> [Information provided]:
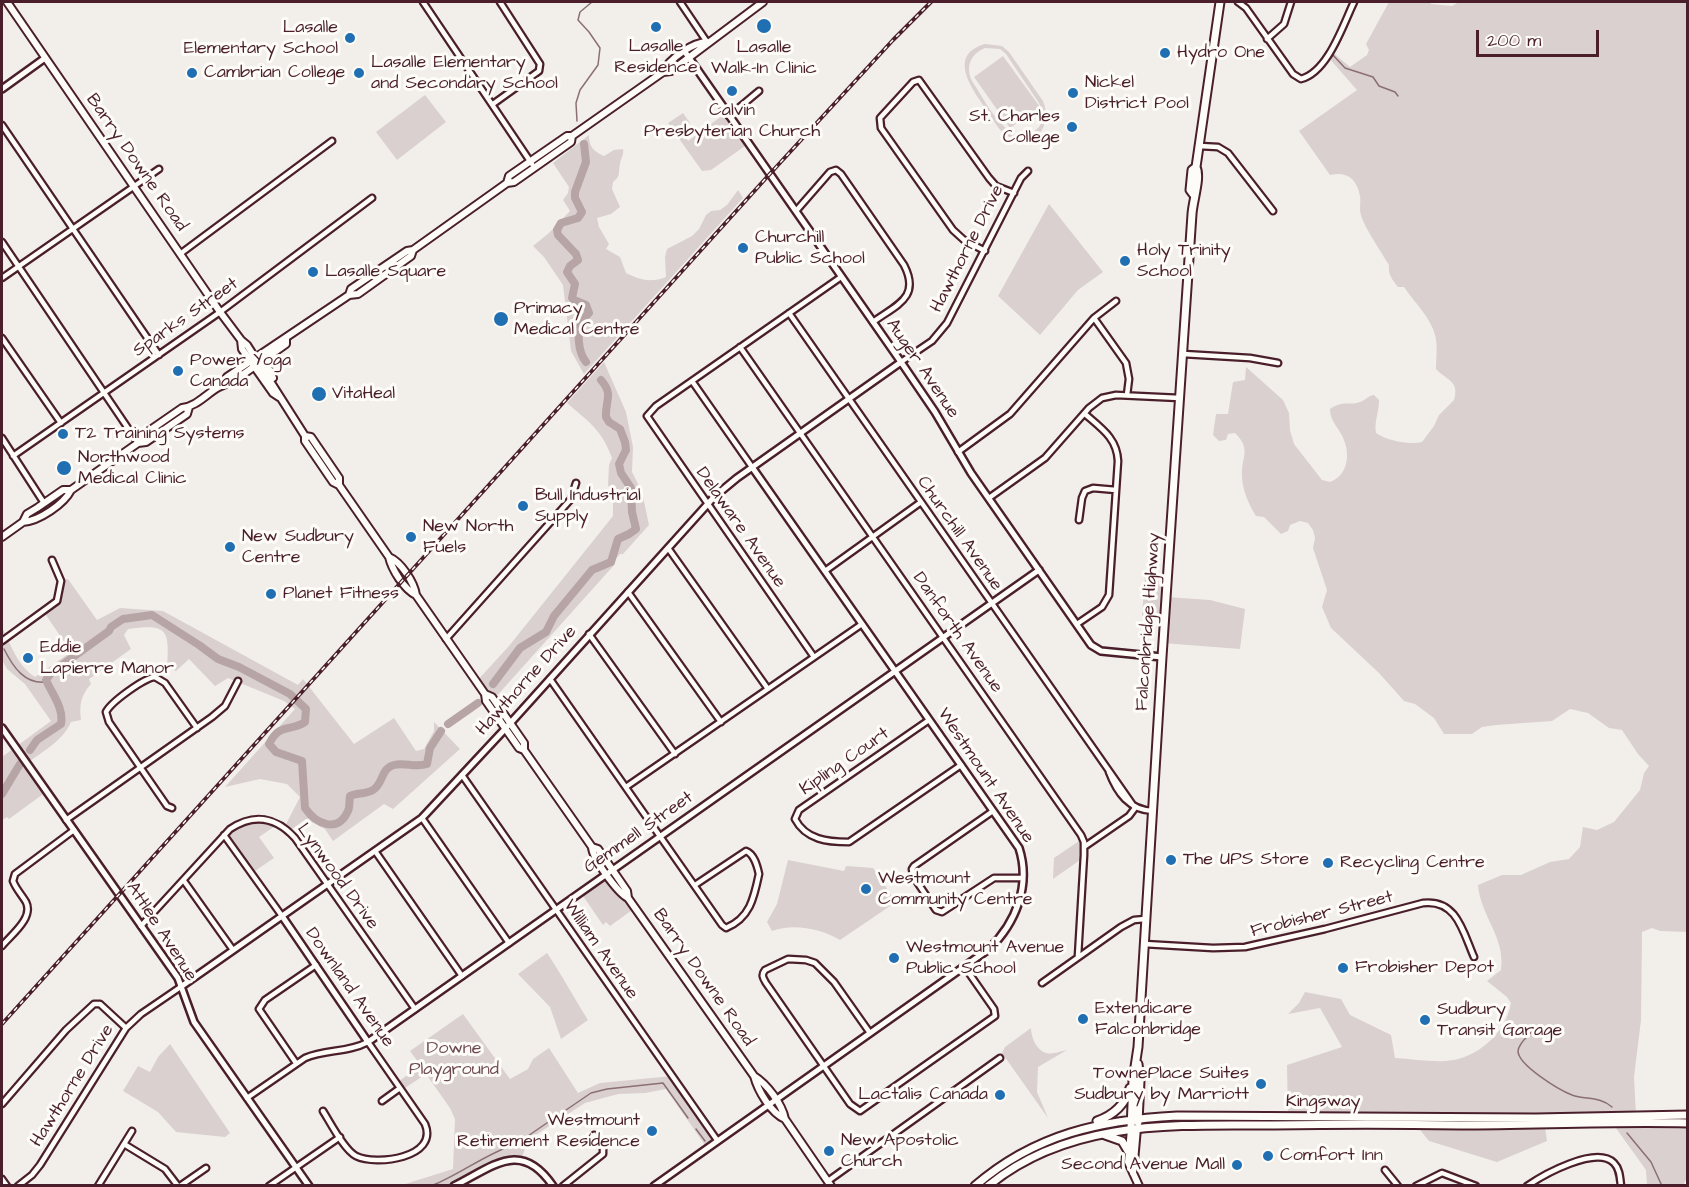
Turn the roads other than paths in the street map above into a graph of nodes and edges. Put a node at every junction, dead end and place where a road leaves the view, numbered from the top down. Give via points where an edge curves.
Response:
1 (7, 2) edge
2 (423, 2) edge
3 (500, 2) edge
4 (680, 2) edge
5 (763, 2) edge
6 (1220, 2) edge
7 (1238, 2) edge
8 (1291, 2) edge
9 (1354, 2) edge
10 (1267, 39) junction
11 (707, 42) junction
12 (687, 55) junction
13 (45, 58) junction
14 (2, 89) edge
15 (759, 91) dead end
16 (493, 104) junction
17 (729, 116) junction
18 (2, 125) edge
19 (572, 136) junction
20 (332, 141) dead end
21 (1199, 146) junction
22 (530, 161) junction
23 (534, 168) junction
24 (159, 169) dead end
25 (1028, 171) dead end
26 (507, 183) junction
27 (134, 187) junction
28 (1014, 194) junction
29 (372, 198) dead end
30 (796, 211) junction
31 (1273, 211) dead end
32 (73, 228) junction
33 (2, 242) edge
34 (985, 251) junction
35 (180, 255) junction
36 (18, 266) junction
37 (841, 277) junction
38 (2, 278) edge
39 (1116, 301) dead end
40 (220, 312) junction
41 (789, 313) junction
42 (1094, 318) junction
43 (873, 322) junction
44 (2, 338) edge
45 (286, 339) junction
46 (740, 347) junction
47 (275, 351) junction
48 (1183, 354) junction
49 (159, 355) junction
50 (254, 362) junction
51 (901, 362) junction
52 (1278, 363) dead end
53 (261, 376) junction
54 (240, 377) junction
55 (692, 381) junction
56 (223, 384) junction
57 (275, 388) junction
58 (105, 392) junction
59 (1128, 395) junction
60 (279, 397) junction
61 (1180, 398) junction
62 (850, 400) junction
63 (1085, 414) junction
64 (61, 423) junction
65 (801, 434) junction
66 (2, 438) edge
67 (138, 443) junction
68 (958, 452) junction
69 (13, 456) junction
70 (752, 467) junction
71 (576, 483) dead end
72 (71, 490) junction
73 (1116, 490) junction
74 (989, 498) junction
75 (921, 502) junction
76 (44, 503) junction
77 (707, 505) junction
78 (1079, 520) dead end
79 (23, 522) junction
80 (2, 537) edge
81 (873, 537) junction
82 (668, 548) junction
83 (52, 560) dead end
84 (1039, 570) junction
85 (825, 571) junction
86 (628, 592) junction
87 (992, 604) junction
88 (862, 624) junction
89 (1077, 624) junction
90 (589, 634) junction
91 (944, 637) junction
92 (446, 639) junction
93 (2, 641) edge
94 (814, 657) junction
95 (1162, 657) junction
96 (896, 671) junction
97 (550, 679) junction
98 (238, 681) dead end
99 (768, 689) junction
100 (929, 720) junction
101 (721, 722) junction
102 (508, 726) junction
103 (2, 728) edge
104 (197, 728) junction
105 (675, 754) junction
106 (961, 765) junction
107 (141, 768) junction
108 (462, 775) junction
109 (626, 787) junction
110 (172, 808) dead end
111 (1135, 808) junction
112 (993, 811) junction
113 (1153, 811) junction
114 (422, 819) junction
115 (66, 820) junction
116 (74, 830) junction
117 (224, 835) junction
118 (661, 837) junction
119 (1084, 847) junction
120 (375, 851) junction
121 (610, 873) junction
122 (1022, 878) junction
123 (184, 881) junction
124 (327, 884) junction
125 (695, 885) junction
126 (556, 910) junction
127 (282, 916) junction
128 (1145, 919) junction
129 (141, 926) junction
130 (509, 943) junction
131 (1144, 944) junction
132 (2, 946) edge
133 (233, 950) junction
134 (1078, 956) junction
135 (1474, 957) dead end
136 (316, 965) junction
137 (964, 966) junction
138 (462, 976) junction
139 (1042, 983) dead end
140 (182, 986) junction
141 (416, 1009) junction
142 (126, 1028) junction
143 (870, 1033) junction
144 (368, 1042) junction
145 (1137, 1052) junction
146 (1000, 1058) dead end
147 (296, 1063) junction
148 (824, 1065) junction
149 (1133, 1080) junction
150 (400, 1088) junction
151 (247, 1098) junction
152 (382, 1101) dead end
153 (772, 1102) junction
154 (2, 1104) edge
155 (323, 1111) dead end
156 (1688, 1115) edge
157 (1135, 1118) junction
158 (1688, 1124) edge
159 (1134, 1128) junction
160 (1079, 1130) junction
161 (132, 1131) dead end
162 (1103, 1134) junction
163 (594, 1135) dead end
164 (340, 1137) junction
165 (717, 1140) junction
166 (124, 1144) junction
167 (1128, 1151) junction
168 (296, 1167) junction
169 (206, 1168) dead end
170 (1385, 1170) dead end
171 (1133, 1173) junction
172 (2, 1179) edge
173 (829, 1183) edge
174 (7, 1185) edge
175 (18, 1185) edge
176 (99, 1185) edge
177 (179, 1185) edge
178 (269, 1185) edge
179 (309, 1185) edge
180 (454, 1185) edge
181 (553, 1185) edge
182 (563, 1185) edge
183 (654, 1185) edge
184 (975, 1185) edge
185 (988, 1185) edge
186 (1139, 1185) edge
187 (1398, 1185) edge
188 (1416, 1185) edge
189 (1476, 1185) edge
190 (1527, 1185) edge
191 (1621, 1185) edge

1 - 13 main road, Barry Downe Road
2 - 16 street
3 - 16 street via 540,64 539,71
4 - 11 street
5 - 11 main road
6 - 21 main road, Falconbridge Highway
7 - 10 street
8 - 10 street via 1284,24
9 - 10 street via 1330,53 1303,79 1293,74
11 - 12 main road via 699,42
12 - 17 street, Auger Avenue
12 - 19 main road via 671,71 663,72
13 - 14 street
13 - 27 main road, Barry Downe Road
15 - 17 street
16 - 22 street
17 - 30 street, Auger Avenue
18 - 32 street
19 - 22 main road
19 - 23 main road via 571,142
20 - 35 street
21 - 31 street via 1226,151
21 - 48 main road, Falconbridge Highway via 1190,190 1193,194
22 - 23 street
22 - 26 main road via 509,176
23 - 26 main road
24 - 27 street
25 - 28 street, Hawthorne Drive
26 - 45 main road via 413,250 406,250
27 - 32 street
27 - 35 main road, Barry Downe Road
28 - 34 street, Hawthorne Drive
28 - 34 street via 989,178 919,80 880,118 881,128 953,230
29 - 40 street, Sparks Street
30 - 37 street, Auger Avenue
30 - 43 street via 830,172 836,170 841,174 904,265 910,282 904,300
32 - 36 street
32 - 49 street
33 - 36 street
34 - 51 street, Hawthorne Drive via 942,331
35 - 40 main road, Barry Downe Road
36 - 38 street
36 - 58 street
37 - 41 street
37 - 43 street, Auger Avenue
39 - 42 street
40 - 49 street, Sparks Street
40 - 50 main road, Barry Downe Road
41 - 46 street
41 - 62 street, Churchill Avenue
42 - 59 street via 1126,363
42 - 68 street via 1010,414
43 - 51 street, Auger Avenue
44 - 64 street
45 - 47 main road via 286,344
45 - 50 main road
46 - 55 street
46 - 65 street, Danforth Avenue
47 - 50 main road
47 - 57 main road via 268,367
48 - 52 street
48 - 61 main road, Falconbridge Highway
49 - 58 street, Sparks Street
50 - 53 main road, Barry Downe Road
50 - 54 main road
50 - 56 main road via 226,377
50 - 57 main road, Barry Downe Road
51 - 62 street, Hawthorne Drive
51 - 68 street, Auger Avenue
53 - 54 main road
53 - 60 main road, Barry Downe Road
54 - 56 main road
55 - 70 street, Westmount Avenue
55 - 77 street, Delaware Avenue via 648,413 649,422
56 - 67 main road via 189,407 188,414 146,442
57 - 60 main road, Barry Downe Road
58 - 64 street, Sparks Street
58 - 67 street
59 - 61 street
59 - 63 street via 1102,398
60 - 92 main road, Barry Downe Road via 305,436 304,441
61 - 95 main road, Falconbridge Highway
62 - 65 street, Hawthorne Drive
62 - 75 street, Churchill Avenue
63 - 73 street via 1116,445
63 - 74 street via 1045,458
64 - 69 street, Sparks Street
65 - 70 street, Hawthorne Drive
65 - 81 street, Danforth Avenue
66 - 69 street
67 - 72 main road
68 - 74 street, Auger Avenue
69 - 76 street
70 - 77 street, Hawthorne Drive
70 - 85 street, Westmount Avenue
71 - 92 street via 571,499
72 - 76 main road via 63,490
72 - 79 main road via 67,498 32,522
73 - 78 street via 1085,491
73 - 89 street via 1108,597 1102,607
74 - 84 street, Auger Avenue
75 - 81 street
75 - 87 street, Churchill Avenue
76 - 79 main road via 27,514
77 - 82 street, Hawthorne Drive
77 - 94 street, Delaware Avenue
79 - 80 main road
81 - 85 street
81 - 91 street, Danforth Avenue
82 - 86 street, Hawthorne Drive
82 - 99 street
83 - 93 street via 61,581 57,602
84 - 87 street, Gemmell Street
84 - 89 street, Auger Avenue
85 - 88 street, Westmount Avenue
86 - 90 street, Hawthorne Drive
86 - 101 street
87 - 91 street, Gemmell Street
87 - 111 street, Churchill Avenue via 1125,799
88 - 94 street
88 - 96 street, Westmount Avenue
89 - 95 street, Auger Avenue via 1098,650
90 - 97 street, Hawthorne Drive
90 - 105 street
91 - 96 street, Gemmell Street
91 - 119 street, Danforth Avenue via 1079,831
92 - 102 main road, Barry Downe Road via 486,701
94 - 99 street
95 - 113 main road, Falconbridge Highway
96 - 100 street, Westmount Avenue
96 - 118 street, Gemmell Street
97 - 102 street, Hawthorne Drive
97 - 109 street
98 - 104 street via 225,705
99 - 101 street
100 - 106 street, Westmount Avenue
100 - 106 street, Kipling Court via 799,810 795,816 797,823 809,836 849,842
101 - 105 street
102 - 108 street, Hawthorne Drive
102 - 121 main road, Barry Downe Road via 524,743 592,852
103 - 115 street, Attlee Avenue
104 - 107 street
104 - 107 street via 159,678 147,679 111,704 106,717
105 - 109 street
106 - 112 street, Westmount Avenue
107 - 110 street
107 - 115 street
108 - 114 street, Hawthorne Drive
108 - 126 street, William Avenue
109 - 118 street
111 - 113 street
111 - 119 street
112 - 122 street, Westmount Avenue via 1019,848
112 - 122 street via 914,866 913,876 942,912 994,878
113 - 128 main road, Falconbridge Highway
114 - 120 street, Hawthorne Drive
114 - 130 street
115 - 116 street, Attlee Avenue
116 - 129 street, Attlee Avenue
116 - 132 street via 15,874 13,881 27,904 27,913
117 - 123 street, Lynwood Drive
117 - 124 street, Lynwood Drive via 249,819 275,822 294,838
117 - 127 street, Downland Avenue
118 - 121 street, Gemmell Street
118 - 125 street
119 - 134 street, Danforth Avenue
120 - 124 street, Hawthorne Drive
120 - 138 street
121 - 126 street, Gemmell Street
121 - 153 main road, Barry Downe Road via 621,895 628,898 754,1076 756,1085
122 - 137 street, Westmount Avenue via 1019,902 1009,924 989,949
123 - 129 street, Lynwood Drive
123 - 133 street
124 - 127 street, Hawthorne Drive
124 - 141 street, Lynwood Drive
125 - 125 street via 743,851 748,851 759,874 754,900 744,915 726,928
126 - 130 street, Gemmell Street
126 - 165 street, William Avenue
127 - 133 street, Hawthorne Drive
127 - 136 street, Downland Avenue
128 - 131 main road, Falconbridge Highway
128 - 134 street via 1128,922
129 - 140 street, Attlee Avenue
130 - 138 street, Gemmell Street
131 - 135 street, Frobisher Street via 1245,947 1435,903 1454,914
131 - 145 main road, Falconbridge Highway
133 - 140 street, Hawthorne Drive
134 - 139 street
136 - 144 street, Downland Avenue
136 - 147 street via 265,1000 259,1009
137 - 143 street, Westmount Avenue
137 - 148 street via 996,1012 992,1020 863,1110 854,1109
138 - 141 street, Gemmell Street
140 - 142 street, Hawthorne Drive
140 - 151 street, Attlee Avenue via 192,1017
141 - 144 street, Gemmell Street
142 - 154 street via 100,1004 94,1004 66,1030
142 - 175 street, Hawthorne Drive via 40,1165
143 - 148 street, Westmount Avenue
143 - 148 street via 834,982 815,963 788,959 765,970 762,977
144 - 147 street, Gemmell Street via 348,1050 316,1054
144 - 150 street, Downland Avenue
145 - 149 main road, Falconbridge Highway
145 - 157 main road, Falconbridge Highway via 1140,1081
146 - 173 street
147 - 151 street, Gemmell Street
148 - 153 street, Westmount Avenue
149 - 157 main road, Falconbridge Highway
149 - 160 main road via 1119,1109
150 - 152 street
150 - 164 street, Downland Avenue via 427,1130 424,1142 415,1152 395,1159 364,1158 351,1152
151 - 168 street, Attlee Avenue
153 - 165 street, Westmount Avenue
153 - 173 main road, Barry Downe Road via 784,1112
155 - 164 street, Downland Avenue
156 - 157 main road, Kingsway
157 - 159 main road, Falconbridge Highway
157 - 160 main road, Kingsway
158 - 159 main road, Kingsway
159 - 162 main road, Kingsway
159 - 167 main road
159 - 171 main road
160 - 184 main road, Kingsway via 1027,1150
161 - 166 street
162 - 167 main road via 1122,1141
162 - 185 main road, Kingsway via 1035,1155
163 - 182 street via 603,1154
164 - 168 street
165 - 183 street, Westmount Avenue
166 - 176 street
166 - 177 street via 165,1169
167 - 171 main road
168 - 178 street
168 - 179 street, Attlee Avenue
169 - 177 street
170 - 187 street
171 - 186 main road
172 - 174 street
180 - 181 street via 514,1159 534,1164
188 - 189 street via 1442,1173
190 - 191 street via 1561,1167 1607,1159 1615,1164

> [What the exercise asks]: From the material above, copy out every line bearing the string "Auger".

> [Your solution]:
12 - 17 street, Auger Avenue
17 - 30 street, Auger Avenue
30 - 37 street, Auger Avenue
37 - 43 street, Auger Avenue
43 - 51 street, Auger Avenue
51 - 68 street, Auger Avenue
68 - 74 street, Auger Avenue
74 - 84 street, Auger Avenue
84 - 89 street, Auger Avenue
89 - 95 street, Auger Avenue via 1098,650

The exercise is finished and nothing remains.